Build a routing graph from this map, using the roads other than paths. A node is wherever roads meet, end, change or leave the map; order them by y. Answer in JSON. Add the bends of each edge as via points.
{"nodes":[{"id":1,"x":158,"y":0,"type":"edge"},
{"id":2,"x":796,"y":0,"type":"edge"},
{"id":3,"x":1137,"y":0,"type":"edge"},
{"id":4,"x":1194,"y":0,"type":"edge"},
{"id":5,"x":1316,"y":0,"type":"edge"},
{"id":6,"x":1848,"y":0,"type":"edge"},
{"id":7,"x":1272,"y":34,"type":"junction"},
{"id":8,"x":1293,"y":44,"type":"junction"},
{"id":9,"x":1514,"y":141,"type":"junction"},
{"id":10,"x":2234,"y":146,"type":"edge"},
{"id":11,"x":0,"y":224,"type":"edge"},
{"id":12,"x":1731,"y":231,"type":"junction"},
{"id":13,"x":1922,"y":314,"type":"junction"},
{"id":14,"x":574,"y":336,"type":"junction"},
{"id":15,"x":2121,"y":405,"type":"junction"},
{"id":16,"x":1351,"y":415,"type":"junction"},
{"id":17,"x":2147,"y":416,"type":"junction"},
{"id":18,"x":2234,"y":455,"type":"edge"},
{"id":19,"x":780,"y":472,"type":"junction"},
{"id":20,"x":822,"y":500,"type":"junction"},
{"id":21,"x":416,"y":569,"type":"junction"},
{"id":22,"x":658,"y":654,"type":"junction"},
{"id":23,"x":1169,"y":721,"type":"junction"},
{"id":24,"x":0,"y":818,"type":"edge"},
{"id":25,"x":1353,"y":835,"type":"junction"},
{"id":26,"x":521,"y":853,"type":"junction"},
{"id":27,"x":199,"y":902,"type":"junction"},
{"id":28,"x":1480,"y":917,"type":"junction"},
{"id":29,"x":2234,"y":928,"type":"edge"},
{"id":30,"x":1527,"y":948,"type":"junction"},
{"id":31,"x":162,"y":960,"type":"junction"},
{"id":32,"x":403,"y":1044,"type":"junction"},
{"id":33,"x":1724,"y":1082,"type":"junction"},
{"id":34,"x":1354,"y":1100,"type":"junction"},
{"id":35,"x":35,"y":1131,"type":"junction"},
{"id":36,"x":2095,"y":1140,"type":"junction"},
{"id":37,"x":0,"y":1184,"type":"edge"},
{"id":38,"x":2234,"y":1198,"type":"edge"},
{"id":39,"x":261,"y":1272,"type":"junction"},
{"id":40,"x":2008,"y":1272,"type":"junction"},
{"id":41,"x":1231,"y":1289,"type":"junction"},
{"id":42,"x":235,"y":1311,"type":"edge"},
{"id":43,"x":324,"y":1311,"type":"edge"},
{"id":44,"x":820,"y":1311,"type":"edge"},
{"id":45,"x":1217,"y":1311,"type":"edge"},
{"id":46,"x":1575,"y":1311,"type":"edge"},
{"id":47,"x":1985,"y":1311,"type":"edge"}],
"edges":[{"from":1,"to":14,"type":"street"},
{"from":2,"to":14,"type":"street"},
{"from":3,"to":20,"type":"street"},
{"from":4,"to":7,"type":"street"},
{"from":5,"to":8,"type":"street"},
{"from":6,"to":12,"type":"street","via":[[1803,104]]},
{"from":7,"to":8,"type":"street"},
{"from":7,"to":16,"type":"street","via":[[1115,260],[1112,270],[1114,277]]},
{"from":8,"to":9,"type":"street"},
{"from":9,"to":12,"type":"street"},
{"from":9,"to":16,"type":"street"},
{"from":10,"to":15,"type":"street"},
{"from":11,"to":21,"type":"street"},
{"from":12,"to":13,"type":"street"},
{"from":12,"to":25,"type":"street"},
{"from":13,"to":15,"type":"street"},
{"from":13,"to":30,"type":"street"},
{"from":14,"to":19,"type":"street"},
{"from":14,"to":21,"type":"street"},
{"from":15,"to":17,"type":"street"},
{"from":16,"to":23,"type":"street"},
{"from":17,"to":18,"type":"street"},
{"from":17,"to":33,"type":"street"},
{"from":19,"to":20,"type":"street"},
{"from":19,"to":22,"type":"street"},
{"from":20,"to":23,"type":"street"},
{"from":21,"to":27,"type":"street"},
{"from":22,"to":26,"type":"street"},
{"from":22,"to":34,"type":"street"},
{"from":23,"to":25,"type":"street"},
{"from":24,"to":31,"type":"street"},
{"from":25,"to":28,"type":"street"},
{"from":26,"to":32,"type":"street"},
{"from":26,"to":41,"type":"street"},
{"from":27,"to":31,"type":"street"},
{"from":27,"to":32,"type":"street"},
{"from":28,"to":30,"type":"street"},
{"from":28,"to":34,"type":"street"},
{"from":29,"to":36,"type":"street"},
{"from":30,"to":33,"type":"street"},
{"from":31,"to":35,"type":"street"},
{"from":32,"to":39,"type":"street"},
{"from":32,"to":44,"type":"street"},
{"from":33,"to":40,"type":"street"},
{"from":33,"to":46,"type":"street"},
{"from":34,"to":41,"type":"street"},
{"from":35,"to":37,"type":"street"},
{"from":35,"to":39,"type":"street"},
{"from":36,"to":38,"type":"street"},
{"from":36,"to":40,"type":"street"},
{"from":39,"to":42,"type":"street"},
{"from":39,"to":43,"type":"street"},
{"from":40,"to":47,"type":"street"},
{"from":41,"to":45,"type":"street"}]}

TASK
From the first line to the last, return the data exactly.

PROBLEM SOLUTION
Build a routing graph from this map, using the roads other than paths. A node is wherever roads meet, end, change or leave the map; order them by y. Answer in JSON. Add the bends of each edge as via points.
{"nodes":[{"id":1,"x":158,"y":0,"type":"edge"},
{"id":2,"x":796,"y":0,"type":"edge"},
{"id":3,"x":1137,"y":0,"type":"edge"},
{"id":4,"x":1194,"y":0,"type":"edge"},
{"id":5,"x":1316,"y":0,"type":"edge"},
{"id":6,"x":1848,"y":0,"type":"edge"},
{"id":7,"x":1272,"y":34,"type":"junction"},
{"id":8,"x":1293,"y":44,"type":"junction"},
{"id":9,"x":1514,"y":141,"type":"junction"},
{"id":10,"x":2234,"y":146,"type":"edge"},
{"id":11,"x":0,"y":224,"type":"edge"},
{"id":12,"x":1731,"y":231,"type":"junction"},
{"id":13,"x":1922,"y":314,"type":"junction"},
{"id":14,"x":574,"y":336,"type":"junction"},
{"id":15,"x":2121,"y":405,"type":"junction"},
{"id":16,"x":1351,"y":415,"type":"junction"},
{"id":17,"x":2147,"y":416,"type":"junction"},
{"id":18,"x":2234,"y":455,"type":"edge"},
{"id":19,"x":780,"y":472,"type":"junction"},
{"id":20,"x":822,"y":500,"type":"junction"},
{"id":21,"x":416,"y":569,"type":"junction"},
{"id":22,"x":658,"y":654,"type":"junction"},
{"id":23,"x":1169,"y":721,"type":"junction"},
{"id":24,"x":0,"y":818,"type":"edge"},
{"id":25,"x":1353,"y":835,"type":"junction"},
{"id":26,"x":521,"y":853,"type":"junction"},
{"id":27,"x":199,"y":902,"type":"junction"},
{"id":28,"x":1480,"y":917,"type":"junction"},
{"id":29,"x":2234,"y":928,"type":"edge"},
{"id":30,"x":1527,"y":948,"type":"junction"},
{"id":31,"x":162,"y":960,"type":"junction"},
{"id":32,"x":403,"y":1044,"type":"junction"},
{"id":33,"x":1724,"y":1082,"type":"junction"},
{"id":34,"x":1354,"y":1100,"type":"junction"},
{"id":35,"x":35,"y":1131,"type":"junction"},
{"id":36,"x":2095,"y":1140,"type":"junction"},
{"id":37,"x":0,"y":1184,"type":"edge"},
{"id":38,"x":2234,"y":1198,"type":"edge"},
{"id":39,"x":261,"y":1272,"type":"junction"},
{"id":40,"x":2008,"y":1272,"type":"junction"},
{"id":41,"x":1231,"y":1289,"type":"junction"},
{"id":42,"x":235,"y":1311,"type":"edge"},
{"id":43,"x":324,"y":1311,"type":"edge"},
{"id":44,"x":820,"y":1311,"type":"edge"},
{"id":45,"x":1217,"y":1311,"type":"edge"},
{"id":46,"x":1575,"y":1311,"type":"edge"},
{"id":47,"x":1985,"y":1311,"type":"edge"}],
"edges":[{"from":1,"to":14,"type":"street"},
{"from":2,"to":14,"type":"street"},
{"from":3,"to":20,"type":"street"},
{"from":4,"to":7,"type":"street"},
{"from":5,"to":8,"type":"street"},
{"from":6,"to":12,"type":"street","via":[[1803,104]]},
{"from":7,"to":8,"type":"street"},
{"from":7,"to":16,"type":"street","via":[[1115,260],[1112,270],[1114,277]]},
{"from":8,"to":9,"type":"street"},
{"from":9,"to":12,"type":"street"},
{"from":9,"to":16,"type":"street"},
{"from":10,"to":15,"type":"street"},
{"from":11,"to":21,"type":"street"},
{"from":12,"to":13,"type":"street"},
{"from":12,"to":25,"type":"street"},
{"from":13,"to":15,"type":"street"},
{"from":13,"to":30,"type":"street"},
{"from":14,"to":19,"type":"street"},
{"from":14,"to":21,"type":"street"},
{"from":15,"to":17,"type":"street"},
{"from":16,"to":23,"type":"street"},
{"from":17,"to":18,"type":"street"},
{"from":17,"to":33,"type":"street"},
{"from":19,"to":20,"type":"street"},
{"from":19,"to":22,"type":"street"},
{"from":20,"to":23,"type":"street"},
{"from":21,"to":27,"type":"street"},
{"from":22,"to":26,"type":"street"},
{"from":22,"to":34,"type":"street"},
{"from":23,"to":25,"type":"street"},
{"from":24,"to":31,"type":"street"},
{"from":25,"to":28,"type":"street"},
{"from":26,"to":32,"type":"street"},
{"from":26,"to":41,"type":"street"},
{"from":27,"to":31,"type":"street"},
{"from":27,"to":32,"type":"street"},
{"from":28,"to":30,"type":"street"},
{"from":28,"to":34,"type":"street"},
{"from":29,"to":36,"type":"street"},
{"from":30,"to":33,"type":"street"},
{"from":31,"to":35,"type":"street"},
{"from":32,"to":39,"type":"street"},
{"from":32,"to":44,"type":"street"},
{"from":33,"to":40,"type":"street"},
{"from":33,"to":46,"type":"street"},
{"from":34,"to":41,"type":"street"},
{"from":35,"to":37,"type":"street"},
{"from":35,"to":39,"type":"street"},
{"from":36,"to":38,"type":"street"},
{"from":36,"to":40,"type":"street"},
{"from":39,"to":42,"type":"street"},
{"from":39,"to":43,"type":"street"},
{"from":40,"to":47,"type":"street"},
{"from":41,"to":45,"type":"street"}]}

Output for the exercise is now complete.